• **Task directions**
Filter the listing below down to the lines with the word "this" and copy those.

• **Records for the task**

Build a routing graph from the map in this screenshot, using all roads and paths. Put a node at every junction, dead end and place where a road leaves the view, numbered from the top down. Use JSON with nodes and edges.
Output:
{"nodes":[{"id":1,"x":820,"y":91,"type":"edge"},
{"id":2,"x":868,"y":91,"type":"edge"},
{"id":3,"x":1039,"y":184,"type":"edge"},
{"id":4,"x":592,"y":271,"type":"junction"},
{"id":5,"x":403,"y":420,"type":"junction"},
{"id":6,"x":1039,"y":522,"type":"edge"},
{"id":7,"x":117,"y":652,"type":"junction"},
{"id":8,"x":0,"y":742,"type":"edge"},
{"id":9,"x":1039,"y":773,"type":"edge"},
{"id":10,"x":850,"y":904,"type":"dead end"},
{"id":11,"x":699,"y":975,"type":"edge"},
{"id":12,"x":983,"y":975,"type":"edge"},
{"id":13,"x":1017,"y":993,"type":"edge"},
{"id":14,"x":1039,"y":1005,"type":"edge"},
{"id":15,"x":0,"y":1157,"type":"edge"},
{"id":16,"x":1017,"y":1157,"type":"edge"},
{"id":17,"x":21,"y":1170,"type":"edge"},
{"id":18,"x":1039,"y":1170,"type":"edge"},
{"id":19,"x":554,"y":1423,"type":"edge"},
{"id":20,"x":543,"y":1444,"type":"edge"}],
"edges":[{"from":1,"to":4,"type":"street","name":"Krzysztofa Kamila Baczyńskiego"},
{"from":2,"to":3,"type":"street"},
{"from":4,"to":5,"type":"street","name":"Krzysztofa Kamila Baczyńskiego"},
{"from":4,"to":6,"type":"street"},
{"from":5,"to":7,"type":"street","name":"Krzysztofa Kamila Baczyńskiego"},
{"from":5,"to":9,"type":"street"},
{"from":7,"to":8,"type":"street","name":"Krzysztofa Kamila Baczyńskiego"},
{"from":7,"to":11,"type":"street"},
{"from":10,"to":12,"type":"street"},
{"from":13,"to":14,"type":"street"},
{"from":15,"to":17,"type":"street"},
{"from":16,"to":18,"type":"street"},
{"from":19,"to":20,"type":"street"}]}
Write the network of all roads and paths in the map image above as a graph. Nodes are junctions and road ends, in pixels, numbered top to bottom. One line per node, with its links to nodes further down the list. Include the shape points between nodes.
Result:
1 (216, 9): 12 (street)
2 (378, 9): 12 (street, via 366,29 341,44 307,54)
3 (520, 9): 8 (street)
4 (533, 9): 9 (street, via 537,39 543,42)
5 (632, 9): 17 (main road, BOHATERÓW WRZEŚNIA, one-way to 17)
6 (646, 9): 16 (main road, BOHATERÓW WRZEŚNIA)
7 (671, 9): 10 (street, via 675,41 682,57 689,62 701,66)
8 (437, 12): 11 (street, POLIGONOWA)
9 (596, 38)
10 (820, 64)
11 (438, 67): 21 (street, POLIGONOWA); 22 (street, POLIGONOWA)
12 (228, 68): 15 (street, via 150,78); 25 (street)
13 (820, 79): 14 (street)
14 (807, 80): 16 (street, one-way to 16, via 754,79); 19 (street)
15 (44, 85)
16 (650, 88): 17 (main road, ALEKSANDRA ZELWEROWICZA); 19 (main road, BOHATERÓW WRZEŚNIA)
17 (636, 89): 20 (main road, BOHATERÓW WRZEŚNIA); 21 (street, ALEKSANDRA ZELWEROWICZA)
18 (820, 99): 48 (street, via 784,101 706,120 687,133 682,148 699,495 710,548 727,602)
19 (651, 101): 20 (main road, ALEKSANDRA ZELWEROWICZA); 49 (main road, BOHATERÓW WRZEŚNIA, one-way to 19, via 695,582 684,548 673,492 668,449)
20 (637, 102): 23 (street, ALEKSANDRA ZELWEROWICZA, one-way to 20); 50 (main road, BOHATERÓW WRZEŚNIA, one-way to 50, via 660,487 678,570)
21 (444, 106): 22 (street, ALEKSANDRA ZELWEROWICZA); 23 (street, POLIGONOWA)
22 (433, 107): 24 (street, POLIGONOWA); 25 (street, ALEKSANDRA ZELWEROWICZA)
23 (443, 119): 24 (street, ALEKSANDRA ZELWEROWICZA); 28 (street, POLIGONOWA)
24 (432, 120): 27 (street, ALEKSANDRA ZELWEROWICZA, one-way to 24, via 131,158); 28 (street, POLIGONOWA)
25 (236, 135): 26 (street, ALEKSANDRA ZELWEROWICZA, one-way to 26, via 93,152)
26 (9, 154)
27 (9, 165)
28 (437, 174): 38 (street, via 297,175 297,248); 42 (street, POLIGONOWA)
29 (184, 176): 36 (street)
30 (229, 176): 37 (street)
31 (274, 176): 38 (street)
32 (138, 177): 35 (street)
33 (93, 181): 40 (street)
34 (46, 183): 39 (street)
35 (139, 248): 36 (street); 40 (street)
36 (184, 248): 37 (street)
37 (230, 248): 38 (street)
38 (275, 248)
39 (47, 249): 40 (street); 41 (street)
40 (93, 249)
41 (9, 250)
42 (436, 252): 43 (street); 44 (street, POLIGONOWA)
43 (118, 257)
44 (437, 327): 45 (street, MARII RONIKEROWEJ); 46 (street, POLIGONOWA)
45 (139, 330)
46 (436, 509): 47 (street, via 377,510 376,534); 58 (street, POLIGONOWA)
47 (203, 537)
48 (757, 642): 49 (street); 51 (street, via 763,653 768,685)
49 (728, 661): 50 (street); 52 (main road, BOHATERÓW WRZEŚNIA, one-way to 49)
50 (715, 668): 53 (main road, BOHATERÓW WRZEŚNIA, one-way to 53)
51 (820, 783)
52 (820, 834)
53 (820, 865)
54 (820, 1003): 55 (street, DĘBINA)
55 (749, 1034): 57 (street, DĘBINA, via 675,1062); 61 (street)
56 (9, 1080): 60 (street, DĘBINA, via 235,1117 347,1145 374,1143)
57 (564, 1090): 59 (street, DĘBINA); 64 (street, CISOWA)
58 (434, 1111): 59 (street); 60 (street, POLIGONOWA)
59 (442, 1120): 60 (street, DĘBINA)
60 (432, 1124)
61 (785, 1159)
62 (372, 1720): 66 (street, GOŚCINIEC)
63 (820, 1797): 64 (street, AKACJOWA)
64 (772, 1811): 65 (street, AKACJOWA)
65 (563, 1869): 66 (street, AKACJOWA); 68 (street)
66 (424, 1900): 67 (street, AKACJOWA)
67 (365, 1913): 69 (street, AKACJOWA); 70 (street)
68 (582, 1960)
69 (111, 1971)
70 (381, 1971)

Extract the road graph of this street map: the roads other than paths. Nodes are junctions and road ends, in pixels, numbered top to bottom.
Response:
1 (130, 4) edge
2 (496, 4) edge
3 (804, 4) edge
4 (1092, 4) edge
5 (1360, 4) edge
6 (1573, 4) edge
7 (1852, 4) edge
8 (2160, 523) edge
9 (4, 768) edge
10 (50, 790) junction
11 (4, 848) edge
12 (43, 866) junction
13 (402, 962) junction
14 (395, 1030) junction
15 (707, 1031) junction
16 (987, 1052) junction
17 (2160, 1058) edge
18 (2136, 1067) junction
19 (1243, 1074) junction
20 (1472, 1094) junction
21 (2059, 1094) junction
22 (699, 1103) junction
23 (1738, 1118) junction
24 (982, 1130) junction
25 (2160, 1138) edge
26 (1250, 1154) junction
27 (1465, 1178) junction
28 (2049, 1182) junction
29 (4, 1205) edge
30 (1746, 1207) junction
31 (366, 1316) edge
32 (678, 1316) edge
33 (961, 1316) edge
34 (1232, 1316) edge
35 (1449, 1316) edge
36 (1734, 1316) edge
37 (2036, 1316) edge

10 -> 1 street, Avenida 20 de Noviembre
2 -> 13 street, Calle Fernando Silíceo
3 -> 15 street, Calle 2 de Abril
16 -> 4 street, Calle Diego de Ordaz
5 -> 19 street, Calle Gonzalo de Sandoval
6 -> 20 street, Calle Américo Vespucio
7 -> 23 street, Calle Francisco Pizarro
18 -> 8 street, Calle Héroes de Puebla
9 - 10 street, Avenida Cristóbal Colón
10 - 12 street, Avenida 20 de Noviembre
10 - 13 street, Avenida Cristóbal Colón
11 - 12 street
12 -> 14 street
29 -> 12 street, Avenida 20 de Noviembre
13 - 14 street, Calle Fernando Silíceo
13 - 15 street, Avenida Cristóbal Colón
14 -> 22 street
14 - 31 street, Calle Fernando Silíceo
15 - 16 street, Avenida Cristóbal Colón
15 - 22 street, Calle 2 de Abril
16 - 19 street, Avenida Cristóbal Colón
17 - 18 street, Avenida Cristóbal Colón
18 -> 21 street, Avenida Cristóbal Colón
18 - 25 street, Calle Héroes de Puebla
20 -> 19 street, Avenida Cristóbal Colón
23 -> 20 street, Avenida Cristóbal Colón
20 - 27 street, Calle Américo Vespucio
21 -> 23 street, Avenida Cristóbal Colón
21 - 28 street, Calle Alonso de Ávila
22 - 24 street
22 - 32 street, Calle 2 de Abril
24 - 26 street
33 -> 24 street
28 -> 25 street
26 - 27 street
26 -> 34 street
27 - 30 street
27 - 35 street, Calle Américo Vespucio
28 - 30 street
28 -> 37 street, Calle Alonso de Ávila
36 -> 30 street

• **Your solution**
Build a routing graph from the map in this screenshot, using all roads and paths. Put a node at every junction, dead end and place where a road leaves the view, numbered from the top down. Use JSON with nodes and edges.
Extract the road graph of this street map: the roads other than paths. Nodes are junctions and road ends, in pixels, numbered top to bottom.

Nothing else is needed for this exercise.